Norges Bank Investment Management welcomes the opportunity to provide comments to the PRI’s consultation on the strategic plan for the period 2018-21.

Norges Bank Investment Management is the investment management division of the Norwegian Central Bank and is responsible for investing the Norwegian Government Pension Fund Global. The fund had assets of USD 957 billion at 30 June 2017.

You can find our response to the specific questions in the appendix to this letter. The response has also been delivered through the online portal.

In addition to giving our response to the four questions set out in the consultation, we wish to take this opportunity to comment generally on some aspects of the proposed strategy and the Blueprint. We support the PRI and its ambition with the Blueprint to provide a framework and to state a vision for how the PRI and the wider responsible investment community should progress over the next decade.

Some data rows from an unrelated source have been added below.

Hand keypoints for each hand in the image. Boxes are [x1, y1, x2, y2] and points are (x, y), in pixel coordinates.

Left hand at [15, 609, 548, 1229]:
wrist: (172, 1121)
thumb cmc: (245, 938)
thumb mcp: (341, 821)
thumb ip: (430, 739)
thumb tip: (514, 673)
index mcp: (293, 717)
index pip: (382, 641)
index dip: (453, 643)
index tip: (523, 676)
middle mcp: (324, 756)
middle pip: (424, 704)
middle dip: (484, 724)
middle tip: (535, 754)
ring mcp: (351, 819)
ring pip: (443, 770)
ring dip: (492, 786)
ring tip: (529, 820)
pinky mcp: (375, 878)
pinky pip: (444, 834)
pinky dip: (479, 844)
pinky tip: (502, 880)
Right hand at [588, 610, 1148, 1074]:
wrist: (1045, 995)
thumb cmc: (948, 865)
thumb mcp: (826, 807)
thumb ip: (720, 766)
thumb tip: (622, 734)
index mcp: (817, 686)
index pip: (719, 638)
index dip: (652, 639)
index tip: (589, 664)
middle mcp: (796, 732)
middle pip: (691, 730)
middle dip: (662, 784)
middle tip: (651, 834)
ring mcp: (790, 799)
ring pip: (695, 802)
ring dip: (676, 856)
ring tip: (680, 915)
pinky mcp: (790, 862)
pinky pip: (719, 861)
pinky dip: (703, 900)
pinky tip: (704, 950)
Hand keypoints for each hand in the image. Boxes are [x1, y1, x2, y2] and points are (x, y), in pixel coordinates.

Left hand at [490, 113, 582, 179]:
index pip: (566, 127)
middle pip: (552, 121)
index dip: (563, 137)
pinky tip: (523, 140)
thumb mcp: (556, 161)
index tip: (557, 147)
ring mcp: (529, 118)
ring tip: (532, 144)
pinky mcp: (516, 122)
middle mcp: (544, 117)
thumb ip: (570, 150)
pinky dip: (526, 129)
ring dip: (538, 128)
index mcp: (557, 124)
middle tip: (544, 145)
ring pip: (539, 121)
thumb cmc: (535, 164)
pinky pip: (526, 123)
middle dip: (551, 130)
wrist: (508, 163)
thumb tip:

We have previously given our comments to the two formal consultations that formed the basis for the Blueprint and the strategy; i) Sustainable financial system, principles and impact in August 2016 and ii) Proposals and methods to strengthen PRI signatory accountability in September 2017.

STRENGTHEN, DEEPEN AND EXPAND PRI’S CORE WORK

We agree with the PRI chair in his message that the core of PRI’s work should continue to focus on supporting comprehensive ESG incorporation and strong stewardship of the companies that investors influence. We also agree with the importance of empowering asset owners as key to moving responsible investment forward. We support PRI’s ambition to increase signatories’ understanding of how to exercise their rights as active owners and to coordinate collaborative engagements to increase investors’ collective influence. The focus on enhancing the PRI web-page further to create an efficient hub for all signatories, across type, size and geography, will contribute to making learning resources available to signatories.

RESEARCH AGENDA

In the consultation on sustainable financial system, principles and impact, PRI expressed the ambition to support research into the sustainability of financial markets. We support this ambition and believe supporting such research, as well as general research on sustainability and responsible investment, to be a key function of PRI.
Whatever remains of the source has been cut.